(Provided material)

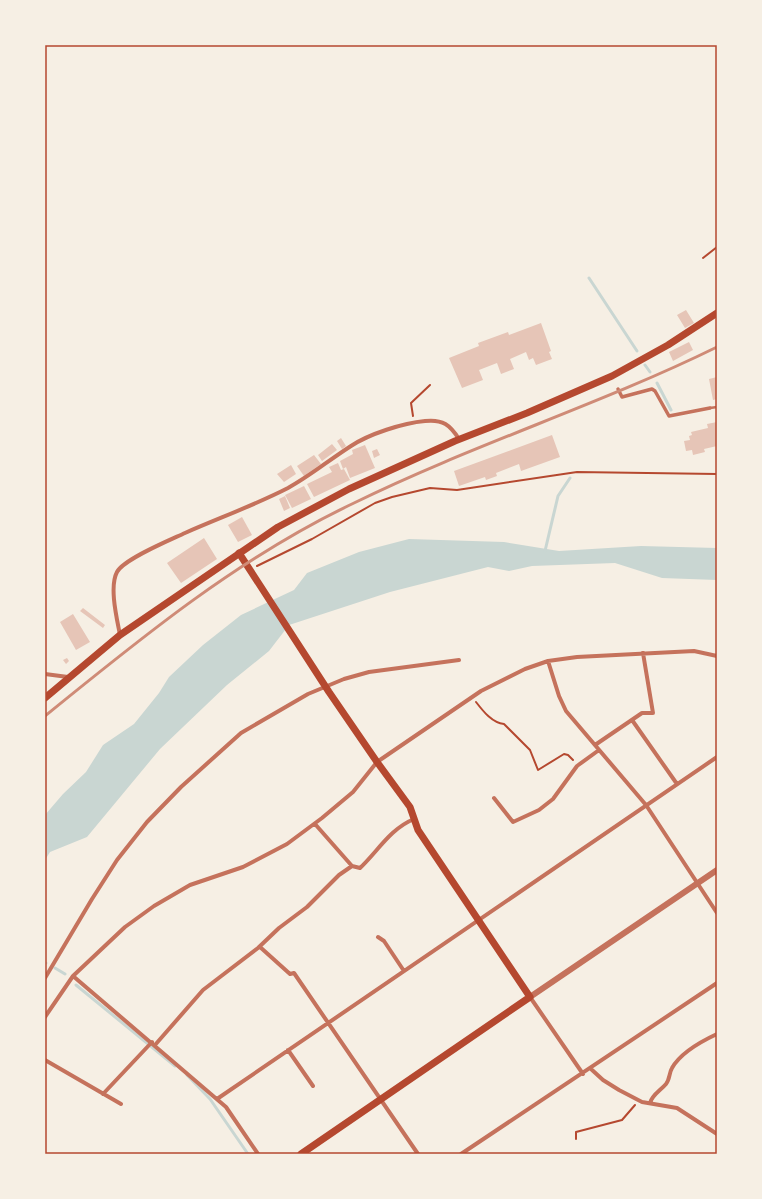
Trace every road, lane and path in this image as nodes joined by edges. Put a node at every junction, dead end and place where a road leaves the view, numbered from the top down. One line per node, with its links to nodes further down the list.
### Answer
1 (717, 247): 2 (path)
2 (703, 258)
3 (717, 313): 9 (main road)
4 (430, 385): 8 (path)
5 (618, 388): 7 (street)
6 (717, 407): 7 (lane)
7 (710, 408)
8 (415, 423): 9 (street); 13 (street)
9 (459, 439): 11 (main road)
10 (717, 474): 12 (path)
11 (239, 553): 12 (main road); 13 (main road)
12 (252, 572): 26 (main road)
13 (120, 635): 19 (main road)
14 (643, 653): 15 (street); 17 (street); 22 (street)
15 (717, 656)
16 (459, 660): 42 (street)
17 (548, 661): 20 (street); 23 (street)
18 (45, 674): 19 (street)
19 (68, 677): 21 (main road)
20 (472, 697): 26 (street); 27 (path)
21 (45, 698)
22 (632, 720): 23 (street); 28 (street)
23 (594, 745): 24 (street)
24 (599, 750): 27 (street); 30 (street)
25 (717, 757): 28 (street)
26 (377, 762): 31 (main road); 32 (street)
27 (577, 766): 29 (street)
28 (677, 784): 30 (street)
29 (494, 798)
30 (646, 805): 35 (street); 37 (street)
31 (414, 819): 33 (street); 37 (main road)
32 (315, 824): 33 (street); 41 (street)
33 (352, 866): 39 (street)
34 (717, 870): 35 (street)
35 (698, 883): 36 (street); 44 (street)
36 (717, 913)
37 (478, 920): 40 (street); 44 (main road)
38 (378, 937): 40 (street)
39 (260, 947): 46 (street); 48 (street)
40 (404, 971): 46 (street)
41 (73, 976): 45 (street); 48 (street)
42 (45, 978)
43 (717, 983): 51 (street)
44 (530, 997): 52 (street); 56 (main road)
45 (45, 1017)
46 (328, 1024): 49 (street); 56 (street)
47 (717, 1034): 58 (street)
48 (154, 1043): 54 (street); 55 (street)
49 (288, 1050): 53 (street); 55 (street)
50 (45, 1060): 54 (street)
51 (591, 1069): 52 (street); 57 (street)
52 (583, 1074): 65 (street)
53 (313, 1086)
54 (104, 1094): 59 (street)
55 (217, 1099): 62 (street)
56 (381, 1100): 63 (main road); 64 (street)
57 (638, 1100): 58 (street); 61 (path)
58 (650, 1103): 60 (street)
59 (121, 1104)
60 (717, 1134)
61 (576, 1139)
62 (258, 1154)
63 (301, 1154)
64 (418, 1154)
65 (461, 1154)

(End Provided material)

What the task requires:
Verbatim output of the entries is required, with each image left out.

Expected output:
Trace every road, lane and path in this image as nodes joined by edges. Put a node at every junction, dead end and place where a road leaves the view, numbered from the top down. One line per node, with its links to nodes further down the list.
### Answer
1 (717, 247): 2 (path)
2 (703, 258)
3 (717, 313): 9 (main road)
4 (430, 385): 8 (path)
5 (618, 388): 7 (street)
6 (717, 407): 7 (lane)
7 (710, 408)
8 (415, 423): 9 (street); 13 (street)
9 (459, 439): 11 (main road)
10 (717, 474): 12 (path)
11 (239, 553): 12 (main road); 13 (main road)
12 (252, 572): 26 (main road)
13 (120, 635): 19 (main road)
14 (643, 653): 15 (street); 17 (street); 22 (street)
15 (717, 656)
16 (459, 660): 42 (street)
17 (548, 661): 20 (street); 23 (street)
18 (45, 674): 19 (street)
19 (68, 677): 21 (main road)
20 (472, 697): 26 (street); 27 (path)
21 (45, 698)
22 (632, 720): 23 (street); 28 (street)
23 (594, 745): 24 (street)
24 (599, 750): 27 (street); 30 (street)
25 (717, 757): 28 (street)
26 (377, 762): 31 (main road); 32 (street)
27 (577, 766): 29 (street)
28 (677, 784): 30 (street)
29 (494, 798)
30 (646, 805): 35 (street); 37 (street)
31 (414, 819): 33 (street); 37 (main road)
32 (315, 824): 33 (street); 41 (street)
33 (352, 866): 39 (street)
34 (717, 870): 35 (street)
35 (698, 883): 36 (street); 44 (street)
36 (717, 913)
37 (478, 920): 40 (street); 44 (main road)
38 (378, 937): 40 (street)
39 (260, 947): 46 (street); 48 (street)
40 (404, 971): 46 (street)
41 (73, 976): 45 (street); 48 (street)
42 (45, 978)
43 (717, 983): 51 (street)
44 (530, 997): 52 (street); 56 (main road)
45 (45, 1017)
46 (328, 1024): 49 (street); 56 (street)
47 (717, 1034): 58 (street)
48 (154, 1043): 54 (street); 55 (street)
49 (288, 1050): 53 (street); 55 (street)
50 (45, 1060): 54 (street)
51 (591, 1069): 52 (street); 57 (street)
52 (583, 1074): 65 (street)
53 (313, 1086)
54 (104, 1094): 59 (street)
55 (217, 1099): 62 (street)
56 (381, 1100): 63 (main road); 64 (street)
57 (638, 1100): 58 (street); 61 (path)
58 (650, 1103): 60 (street)
59 (121, 1104)
60 (717, 1134)
61 (576, 1139)
62 (258, 1154)
63 (301, 1154)
64 (418, 1154)
65 (461, 1154)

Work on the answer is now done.